Öffnung der Bundeswehr für nicht-deutsche Staatsangehörige
Ein liberales, auf Freiwilligkeit beruhendes Modell zur Stärkung der Verteidigungsfähigkeit und Integration.
Angesichts der aktuellen sicherheitspolitischen Lage – insbesondere infolge des russischen Angriffskriegs gegen die Ukraine – steht Deutschland vor einer dramatisch veränderten geopolitischen Realität. Die konventionelle Landes- und Bündnisverteidigung erfordert einen signifikanten Ausbau der infanteristischen Kräfte. Gleichzeitig lehnen wir als FDP Hamburg die Einführung einer allgemeinen Wehrpflicht als nicht zeitgemäß und in einem freiheitlichen Staat unvereinbar ab.
Stattdessen schlagen wir vor, dass die Bundeswehr bei Vorliegen klar definierter Leistung, Eignung und Befähigung künftig auch nicht-deutsche Staatsangehörige aus Mitgliedsstaaten der EU, der NATO oder der EFTA zum freiwilligen Dienst zulassen kann. Diese sollen nach eingehender Sicherheitsüberprüfung in Integrationskompanien gemeinsam mit deutschen Soldatinnen und Soldaten ausgebildet werden – angepasst an deutsche Werte, Recht und Integrationspolitik.
- Stärkung der Verteidigungsfähigkeit ohne Pflichtdienst
Der Bedarf an infanteristisch einsetzbaren Soldaten ist angesichts der Entwicklungen in der Ukraine besonders hoch.
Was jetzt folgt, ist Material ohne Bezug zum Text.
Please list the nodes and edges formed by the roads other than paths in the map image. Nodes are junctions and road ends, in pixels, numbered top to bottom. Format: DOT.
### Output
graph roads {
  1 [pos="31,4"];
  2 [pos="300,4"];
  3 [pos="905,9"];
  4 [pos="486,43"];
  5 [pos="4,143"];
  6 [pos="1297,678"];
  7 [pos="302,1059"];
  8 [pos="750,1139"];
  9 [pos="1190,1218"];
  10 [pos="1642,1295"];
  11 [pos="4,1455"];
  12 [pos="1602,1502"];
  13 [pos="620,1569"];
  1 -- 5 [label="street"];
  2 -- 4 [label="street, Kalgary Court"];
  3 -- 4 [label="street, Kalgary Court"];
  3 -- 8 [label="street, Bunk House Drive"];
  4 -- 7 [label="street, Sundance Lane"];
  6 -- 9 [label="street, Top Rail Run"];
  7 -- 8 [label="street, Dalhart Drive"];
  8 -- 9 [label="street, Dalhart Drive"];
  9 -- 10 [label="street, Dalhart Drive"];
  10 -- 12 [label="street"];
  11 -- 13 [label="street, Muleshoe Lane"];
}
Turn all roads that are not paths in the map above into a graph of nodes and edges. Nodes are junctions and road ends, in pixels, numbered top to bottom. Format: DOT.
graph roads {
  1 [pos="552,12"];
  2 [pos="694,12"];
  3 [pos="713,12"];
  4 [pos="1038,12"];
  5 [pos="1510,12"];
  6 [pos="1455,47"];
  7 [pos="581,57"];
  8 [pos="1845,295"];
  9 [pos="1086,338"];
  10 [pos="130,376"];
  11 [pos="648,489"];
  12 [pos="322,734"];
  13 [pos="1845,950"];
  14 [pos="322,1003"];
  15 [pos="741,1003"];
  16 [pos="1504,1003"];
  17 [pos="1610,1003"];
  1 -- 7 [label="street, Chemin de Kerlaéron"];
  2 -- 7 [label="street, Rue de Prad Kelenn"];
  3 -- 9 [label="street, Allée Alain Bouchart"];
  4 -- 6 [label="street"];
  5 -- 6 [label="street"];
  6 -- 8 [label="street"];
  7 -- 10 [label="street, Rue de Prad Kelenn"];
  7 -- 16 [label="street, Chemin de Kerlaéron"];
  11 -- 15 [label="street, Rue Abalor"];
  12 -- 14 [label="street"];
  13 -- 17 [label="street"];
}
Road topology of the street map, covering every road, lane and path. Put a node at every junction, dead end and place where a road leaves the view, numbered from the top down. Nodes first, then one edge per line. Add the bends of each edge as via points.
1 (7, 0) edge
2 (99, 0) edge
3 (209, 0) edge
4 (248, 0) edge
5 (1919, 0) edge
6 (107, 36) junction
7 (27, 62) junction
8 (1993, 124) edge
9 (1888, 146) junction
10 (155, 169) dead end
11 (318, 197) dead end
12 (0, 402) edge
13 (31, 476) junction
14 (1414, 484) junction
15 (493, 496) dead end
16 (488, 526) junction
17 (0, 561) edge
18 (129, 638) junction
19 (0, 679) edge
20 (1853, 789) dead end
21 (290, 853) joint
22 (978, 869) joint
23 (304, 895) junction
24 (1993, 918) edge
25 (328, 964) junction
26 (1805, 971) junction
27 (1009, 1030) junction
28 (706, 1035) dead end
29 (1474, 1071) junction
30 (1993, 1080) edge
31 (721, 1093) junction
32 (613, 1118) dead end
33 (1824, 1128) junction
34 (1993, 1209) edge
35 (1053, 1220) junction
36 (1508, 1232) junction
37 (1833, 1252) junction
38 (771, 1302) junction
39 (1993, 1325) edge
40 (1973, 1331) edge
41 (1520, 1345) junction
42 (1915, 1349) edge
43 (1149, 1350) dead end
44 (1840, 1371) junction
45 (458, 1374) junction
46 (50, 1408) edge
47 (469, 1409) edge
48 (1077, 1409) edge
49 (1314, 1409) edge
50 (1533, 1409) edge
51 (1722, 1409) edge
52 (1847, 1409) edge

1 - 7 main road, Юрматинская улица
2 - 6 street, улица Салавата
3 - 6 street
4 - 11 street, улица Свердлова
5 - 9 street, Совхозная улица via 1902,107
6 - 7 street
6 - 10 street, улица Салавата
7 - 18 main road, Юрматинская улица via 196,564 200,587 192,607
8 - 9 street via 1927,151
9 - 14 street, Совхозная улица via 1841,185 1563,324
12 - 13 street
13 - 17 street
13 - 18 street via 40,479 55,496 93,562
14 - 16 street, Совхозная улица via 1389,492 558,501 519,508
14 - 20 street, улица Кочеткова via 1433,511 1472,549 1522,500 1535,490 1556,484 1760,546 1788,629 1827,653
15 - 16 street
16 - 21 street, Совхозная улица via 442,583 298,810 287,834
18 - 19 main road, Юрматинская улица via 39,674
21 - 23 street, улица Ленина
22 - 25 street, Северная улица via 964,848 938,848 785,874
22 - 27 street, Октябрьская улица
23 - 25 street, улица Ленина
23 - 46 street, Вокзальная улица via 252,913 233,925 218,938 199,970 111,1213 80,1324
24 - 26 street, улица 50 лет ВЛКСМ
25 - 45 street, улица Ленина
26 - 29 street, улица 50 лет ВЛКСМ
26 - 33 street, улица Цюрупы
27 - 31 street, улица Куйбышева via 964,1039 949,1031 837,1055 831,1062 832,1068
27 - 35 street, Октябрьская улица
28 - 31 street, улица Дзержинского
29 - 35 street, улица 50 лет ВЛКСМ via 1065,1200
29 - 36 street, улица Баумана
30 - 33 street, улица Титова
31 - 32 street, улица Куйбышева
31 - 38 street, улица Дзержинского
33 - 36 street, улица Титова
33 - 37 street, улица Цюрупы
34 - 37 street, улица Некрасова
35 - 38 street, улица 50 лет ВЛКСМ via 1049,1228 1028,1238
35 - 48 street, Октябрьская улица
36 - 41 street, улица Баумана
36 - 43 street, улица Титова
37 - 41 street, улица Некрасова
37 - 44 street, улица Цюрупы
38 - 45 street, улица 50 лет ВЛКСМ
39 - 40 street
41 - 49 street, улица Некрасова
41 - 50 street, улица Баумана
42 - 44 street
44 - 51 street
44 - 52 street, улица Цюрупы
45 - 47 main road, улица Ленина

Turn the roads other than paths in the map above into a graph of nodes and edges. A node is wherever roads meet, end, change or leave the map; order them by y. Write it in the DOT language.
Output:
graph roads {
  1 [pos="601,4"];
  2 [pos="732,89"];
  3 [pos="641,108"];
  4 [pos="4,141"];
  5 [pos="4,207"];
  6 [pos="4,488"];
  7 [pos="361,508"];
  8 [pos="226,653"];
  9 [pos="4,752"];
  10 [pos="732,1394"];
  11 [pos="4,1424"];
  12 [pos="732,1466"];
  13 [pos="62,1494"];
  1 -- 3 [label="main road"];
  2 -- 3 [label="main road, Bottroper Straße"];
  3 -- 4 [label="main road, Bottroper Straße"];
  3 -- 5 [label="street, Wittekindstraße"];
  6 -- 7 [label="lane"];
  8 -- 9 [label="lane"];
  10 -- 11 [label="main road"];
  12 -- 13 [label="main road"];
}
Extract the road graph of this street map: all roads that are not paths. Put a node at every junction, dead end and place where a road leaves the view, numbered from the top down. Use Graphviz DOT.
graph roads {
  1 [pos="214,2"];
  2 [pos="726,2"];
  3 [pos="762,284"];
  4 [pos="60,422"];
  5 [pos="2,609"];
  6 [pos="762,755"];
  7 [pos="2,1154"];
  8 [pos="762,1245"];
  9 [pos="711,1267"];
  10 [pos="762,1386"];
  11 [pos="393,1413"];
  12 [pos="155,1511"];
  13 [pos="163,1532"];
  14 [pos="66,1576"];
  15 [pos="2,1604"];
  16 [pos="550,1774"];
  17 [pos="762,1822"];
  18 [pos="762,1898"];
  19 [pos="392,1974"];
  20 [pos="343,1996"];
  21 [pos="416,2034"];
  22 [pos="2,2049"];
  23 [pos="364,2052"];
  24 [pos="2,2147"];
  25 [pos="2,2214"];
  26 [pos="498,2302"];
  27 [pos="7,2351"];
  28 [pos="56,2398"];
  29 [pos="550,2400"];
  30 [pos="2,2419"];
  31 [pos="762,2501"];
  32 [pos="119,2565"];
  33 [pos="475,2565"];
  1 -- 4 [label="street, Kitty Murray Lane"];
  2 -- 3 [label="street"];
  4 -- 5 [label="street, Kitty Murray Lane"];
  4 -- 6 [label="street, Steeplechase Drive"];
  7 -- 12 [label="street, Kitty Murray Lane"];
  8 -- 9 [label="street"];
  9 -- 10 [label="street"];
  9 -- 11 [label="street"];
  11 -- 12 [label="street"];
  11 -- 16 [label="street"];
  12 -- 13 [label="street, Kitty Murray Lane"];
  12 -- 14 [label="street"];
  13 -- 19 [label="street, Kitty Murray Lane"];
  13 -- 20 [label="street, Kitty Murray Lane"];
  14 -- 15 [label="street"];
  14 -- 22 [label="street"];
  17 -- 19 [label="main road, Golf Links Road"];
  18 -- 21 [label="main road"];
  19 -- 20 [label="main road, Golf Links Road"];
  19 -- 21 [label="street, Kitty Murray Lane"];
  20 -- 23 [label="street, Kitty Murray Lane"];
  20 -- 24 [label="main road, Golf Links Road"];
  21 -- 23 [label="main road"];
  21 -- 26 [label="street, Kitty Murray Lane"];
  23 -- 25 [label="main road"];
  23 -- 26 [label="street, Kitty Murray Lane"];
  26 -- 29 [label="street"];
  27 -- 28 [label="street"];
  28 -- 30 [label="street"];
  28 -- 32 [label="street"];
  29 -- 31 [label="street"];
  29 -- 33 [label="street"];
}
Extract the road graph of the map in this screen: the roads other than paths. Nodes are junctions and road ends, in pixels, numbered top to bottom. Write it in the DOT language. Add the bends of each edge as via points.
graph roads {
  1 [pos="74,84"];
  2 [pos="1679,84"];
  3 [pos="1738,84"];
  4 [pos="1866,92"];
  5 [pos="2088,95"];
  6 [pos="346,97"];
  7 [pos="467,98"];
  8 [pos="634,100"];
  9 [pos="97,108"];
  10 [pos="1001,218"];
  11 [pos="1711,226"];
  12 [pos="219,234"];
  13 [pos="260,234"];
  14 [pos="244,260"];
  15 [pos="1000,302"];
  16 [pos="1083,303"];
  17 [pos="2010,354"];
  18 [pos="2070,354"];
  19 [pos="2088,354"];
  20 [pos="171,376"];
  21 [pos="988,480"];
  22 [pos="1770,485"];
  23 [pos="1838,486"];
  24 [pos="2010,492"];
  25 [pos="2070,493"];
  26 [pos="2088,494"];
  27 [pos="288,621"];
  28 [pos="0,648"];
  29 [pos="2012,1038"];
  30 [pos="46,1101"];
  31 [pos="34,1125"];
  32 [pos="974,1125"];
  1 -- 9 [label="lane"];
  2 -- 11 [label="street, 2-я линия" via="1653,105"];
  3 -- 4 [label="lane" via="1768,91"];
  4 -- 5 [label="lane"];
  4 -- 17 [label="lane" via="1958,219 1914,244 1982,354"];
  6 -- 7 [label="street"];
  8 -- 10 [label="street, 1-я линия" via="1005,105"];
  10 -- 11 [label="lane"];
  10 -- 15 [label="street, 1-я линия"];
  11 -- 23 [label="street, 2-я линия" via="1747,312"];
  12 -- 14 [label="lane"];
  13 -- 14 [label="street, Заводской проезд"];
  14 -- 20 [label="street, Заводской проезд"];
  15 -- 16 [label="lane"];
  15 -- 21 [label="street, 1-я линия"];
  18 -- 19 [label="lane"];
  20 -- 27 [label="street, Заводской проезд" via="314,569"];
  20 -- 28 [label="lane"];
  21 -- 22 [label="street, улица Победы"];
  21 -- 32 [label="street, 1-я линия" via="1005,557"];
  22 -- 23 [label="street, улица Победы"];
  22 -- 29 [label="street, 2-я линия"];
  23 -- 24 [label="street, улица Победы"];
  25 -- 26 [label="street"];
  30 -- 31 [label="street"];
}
Moderne Kriege zeigen, dass Hightech allein nicht genügt, sondern robuste, flexible Bodentruppen notwendig bleiben.
Durch die gezielte Öffnung für Freiwillige aus Drittstaaten kann die Bundeswehr schnell personell verstärkt werden und wäre sofort einsatzfähig – etwa für NATO-Verpflichtungen, Landesverteidigung und Auslandseinsätze –, ohne dabei auf verpflichtende Dienste zurückzugreifen.
- Soziale und wirtschaftliche Effekte
Die Gesellschaft würde von loyalen, disziplinierten und bereits integrierten Zuwanderern profitieren, die über Jahre hinweg nicht nur Sprache und Beruf, sondern auch demokratische Grundwerte vermittelt bekamen.
- Politische Vorteile gegenüber Wehrpflicht
Im Gegensatz zur Wehrpflicht basiert dieses Modell auf Freiwilligkeit und Eigenmotivation.
Die Maßnahme lässt sich schnell gesetzlich umsetzen und flexibel skalieren – auch in Reaktion auf geopolitische Entwicklungen.
Fazit
Die Öffnung der Bundeswehr für freiwillige nicht-deutsche Staatsangehörige und die Einrichtung von Integrationskompanien ist ein moderner, liberaler und pragmatischer Weg, Verteidigungsfähigkeit zu stärken, Integration aktiv zu gestalten und irreguläre Migration durch geordnete Perspektiven zu ersetzen – ganz im Sinne einer weltoffenen, sicherheitsbewussten und zukunftsorientierten Migrations- und Verteidigungspolitik.